When the plumber began work, Bolden wrote, "I forgot that I still owed him money from December '95. . . . I do not have any money and am basically living paycheck to paycheck. I have other bills that are outstanding that must be paid. . . . So I'm sorry but right now I just don't have the money."

Bolden, who wanted the whole building to herself, negotiated to buy out the tenants for $500 each. Eventually, the tenants moved out, but Bolden's money problems continued. Last year, she settled a $12,841.36 credit card bill by agreeing to a monthly payment plan. Bolden, who worked as an attorney for the Bronx office of the Administration for Children's Services before coming to HPD in August 1998, earns more than $80,000 a year at the housing agency.

Bolden declined through HPD's press office to comment. HPD spokesperson Carol Abrams would not answer questions about Gorin's transfer, saying only that matters pertaining to Bolden "have been previously reviewed and have been determined not to affect her duties at HPD."

Gorin says he was not told why he was transferred, but says he made it clear to Bolden and other HPD higher-ups that he did not want to make the move, although sources say several other employees would like to. Gorin is grieving the move through his union, and CSBA business agent Saul Fishman says the union may take the issue further by filing an "improper practice" complaint. "What we're saying is that this was done in retaliation because of Abbie's union activity," says Fishman. "They're trying to both punish him and have a chilling effect on others."
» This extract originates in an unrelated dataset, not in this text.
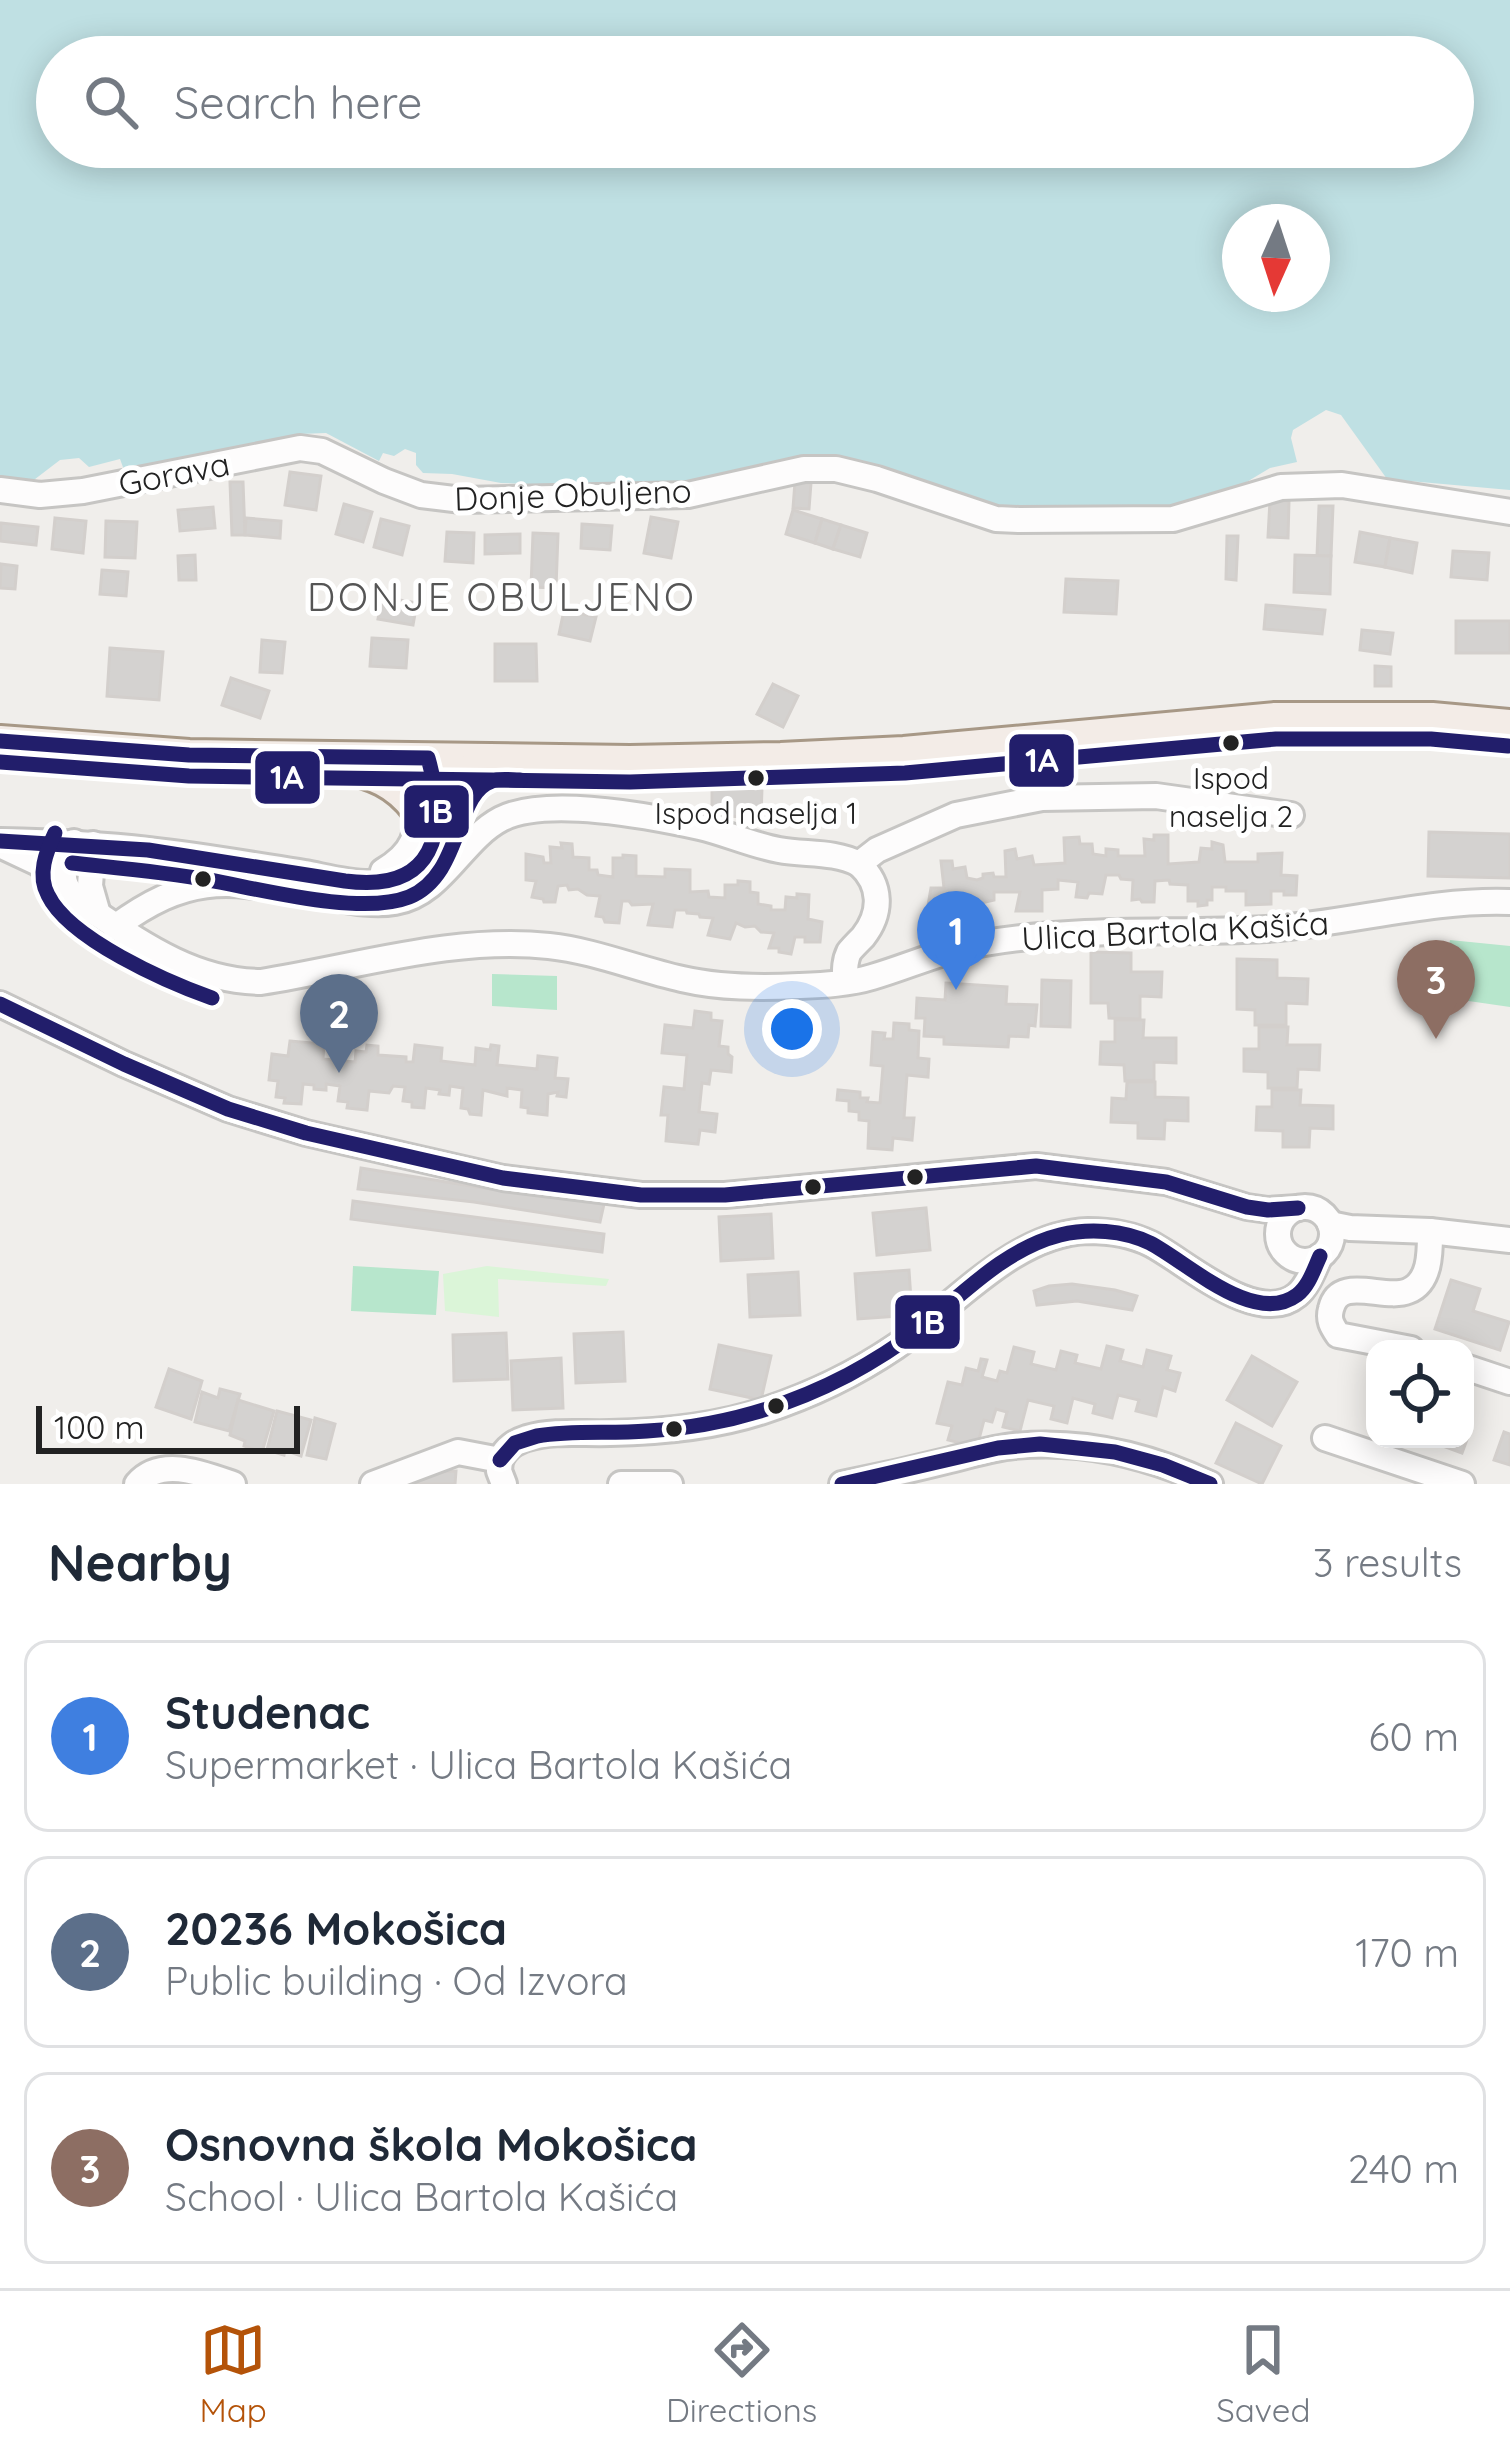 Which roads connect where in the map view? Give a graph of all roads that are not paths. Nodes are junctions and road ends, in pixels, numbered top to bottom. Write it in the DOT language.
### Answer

This isn't the first time Gorin has registered complaints through the union; in fact, even his allies say Gorin's persistent criticisms of HPD account for the transfer. "They really hate Abbie higher up on the food chain at HPD, and they want to get him out of their hair," says one source. Gorin has regularly lambasted the agency about its inadequate number of attorneys (now about 30, down from a high of about 80) and its chronic shortage of inspectors. At the onset of the past few winters, Gorin has warned his bosses of his worry that the attorney shortage could undermine agency efforts to enforce heat requirements. And his willingness to talk to the press as a union member about those issues has done nothing to endear him to the increasingly clammed-up agency. "I have never disobeyed them," says Gorin. "But I have often told them things they don't want to hear."